Katie cooks

Chicken Shawarma

Shawarmas are so on trend at the moment but yet so simple to make, you simply need a handful of spices and some chicken and away you go. I prefer to use chicken thighs when I cook this so that is how the method will read, breast is fine but allow a bit longer for cooking time. You need to have this delicious dish in your list of meals to impress, so go ahead and see for yourself just how easy it is.

Serves

4

Prep time 10mins (plus 30mins for marinating)

Cooking time 20mins approx

Ingredients

For the Chicken Marinade

600g skinless boneless chicken thighs (breasts are also fine)

4tbsp olive oil

4 garlic cloves, crushed

Inch sized piece of ginger, grated (or 1tsp ground ginger)

2tsp ground cumin

2tsp ground coriander

1tsp salt

1tsp ground pepper

1tsp turmeric

1/2 tsp cayenne (optional)

For the yogurt sauce

100g Greek yoghurt

1 large garlic clove, crushed

1tsp lemon juice

1/4 tsp salt

1tbsp extra virgin olive oil

Method

Heat oven to 180c.

In a bowl mix all of the marinade ingredients, with out the chicken, and mix well, then add the whole peices of chicken, don't cut the chicken into chunks as we are going cook it whole so it doesn't dry out.

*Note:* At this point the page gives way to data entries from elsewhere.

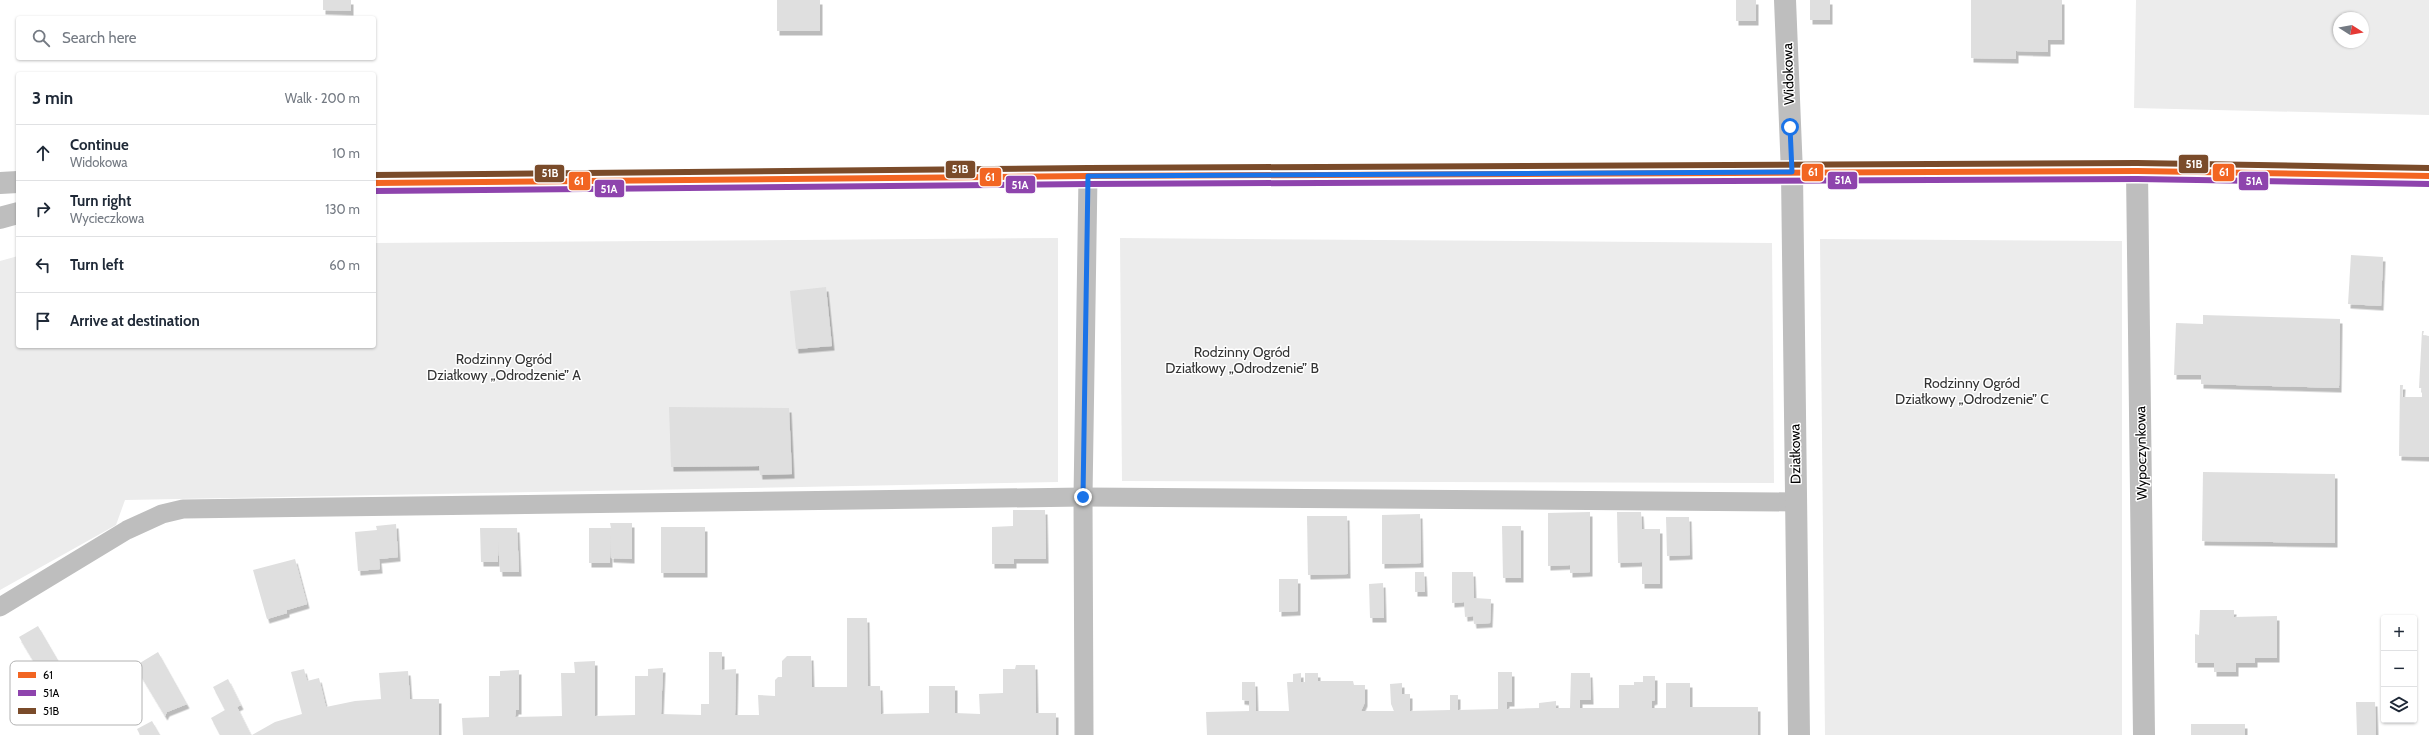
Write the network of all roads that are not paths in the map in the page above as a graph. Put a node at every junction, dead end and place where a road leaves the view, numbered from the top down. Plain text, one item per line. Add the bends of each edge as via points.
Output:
1 (1785, 0) edge
2 (2137, 170) junction
3 (1792, 172) junction
4 (1088, 176) junction
5 (2429, 176) edge
6 (16, 182) edge
7 (0, 183) edge
8 (376, 183) edge
9 (16, 214) edge
10 (0, 218) edge
11 (1083, 497) junction
12 (1796, 502) junction
13 (0, 607) edge
14 (1084, 735) edge
15 (1798, 735) edge
16 (2144, 735) edge

1 - 3 street, Widokowa
2 - 3 street
2 - 5 street
2 - 16 street, Wypoczynkowa
3 - 4 street
3 - 12 street, Działkowa
4 - 8 street
4 - 11 lane
6 - 7 street
9 - 10 street
11 - 12 lane
11 - 13 lane via 183,509 162,514 127,530
11 - 14 lane
12 - 15 street, Działkowa

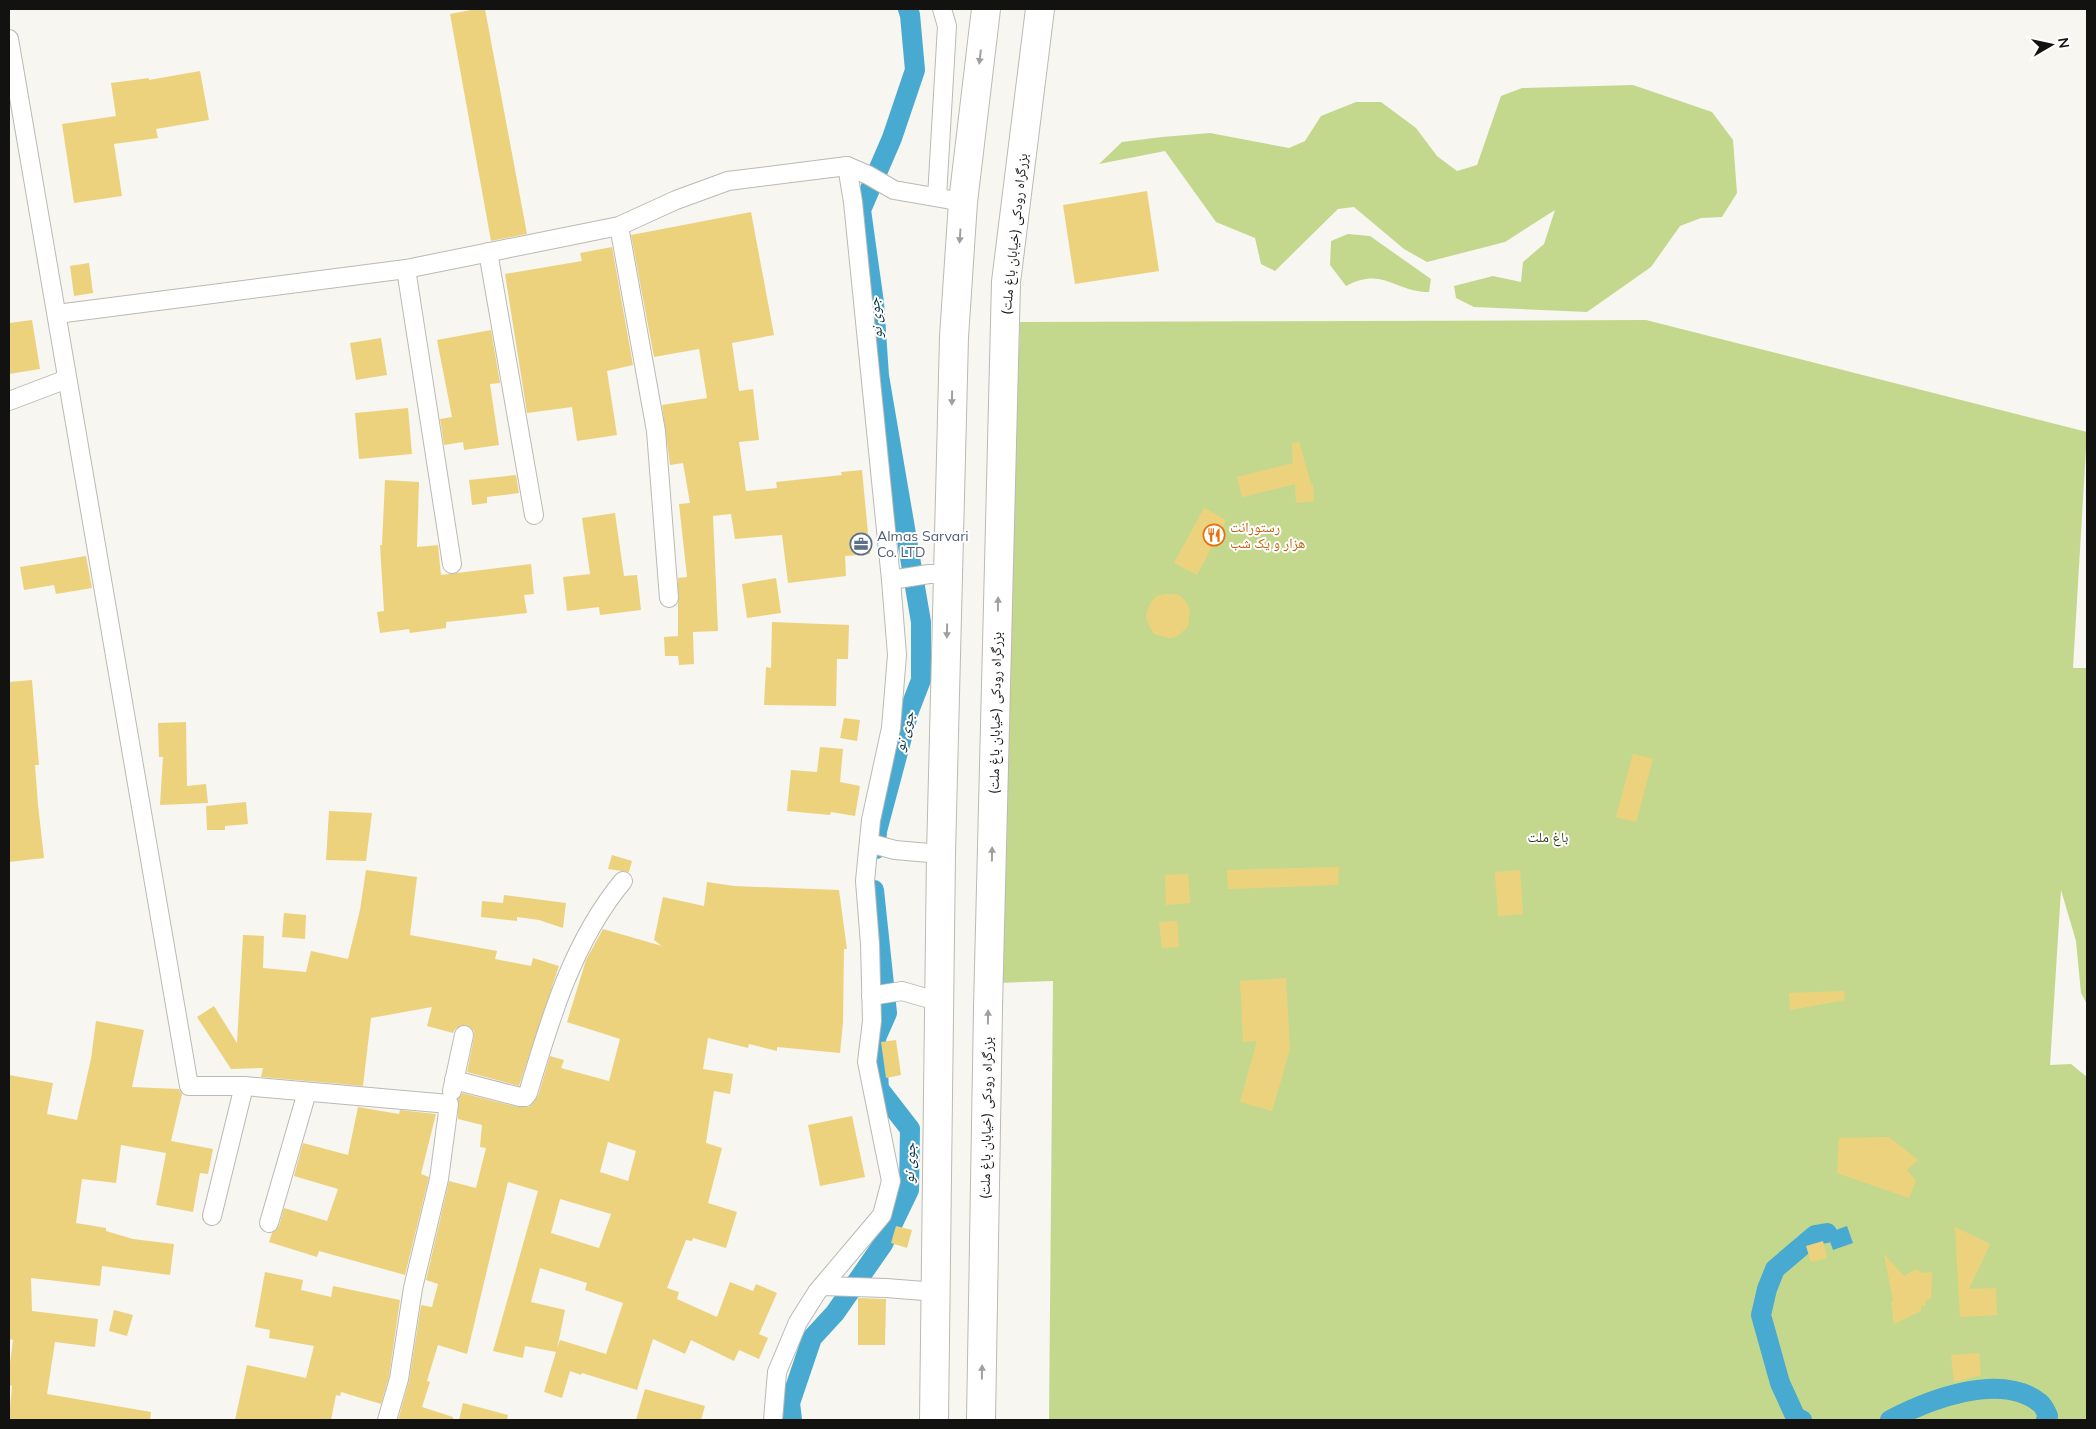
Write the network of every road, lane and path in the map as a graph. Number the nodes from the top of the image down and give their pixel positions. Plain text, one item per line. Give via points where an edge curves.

Coat the chicken all over in the marinade, cover the bowl and leave in the fridge to marinate for at least 30mins.

While the chicken is marinating we are going to make the simple yoghurt sauce for the shawarma. In small bowl mix all of the ingredients for the sauce, mix well and again leave to rest in the fridge and really let the different ingredients get to know each other. (I know how simple is that) Have a taste after about 15mins and tweak the seasoning if need be, then leave until needed.

Place the chicken on a a baking tray that has been lined with foil, pop in the oven for 20mins or until the chicken is cooked (if you're using breasts they will take longer then small thighs to cook)

Once the chicken is cooked and cooled slightly put it on a chopping board and roughy slice it.

Heat a frying pan on a medium to high heat with 1tbsp of olive oil, pop the chicken in and just cook for a few mins, this is to get some lovely crunchy bits around the edges of the chicken, it adds a real authentic charred flavour that you can't achieve in the oven.

Serve on some fluffy flatbreads with a delicious salad and don't forget your yummy yoghurt sauce!!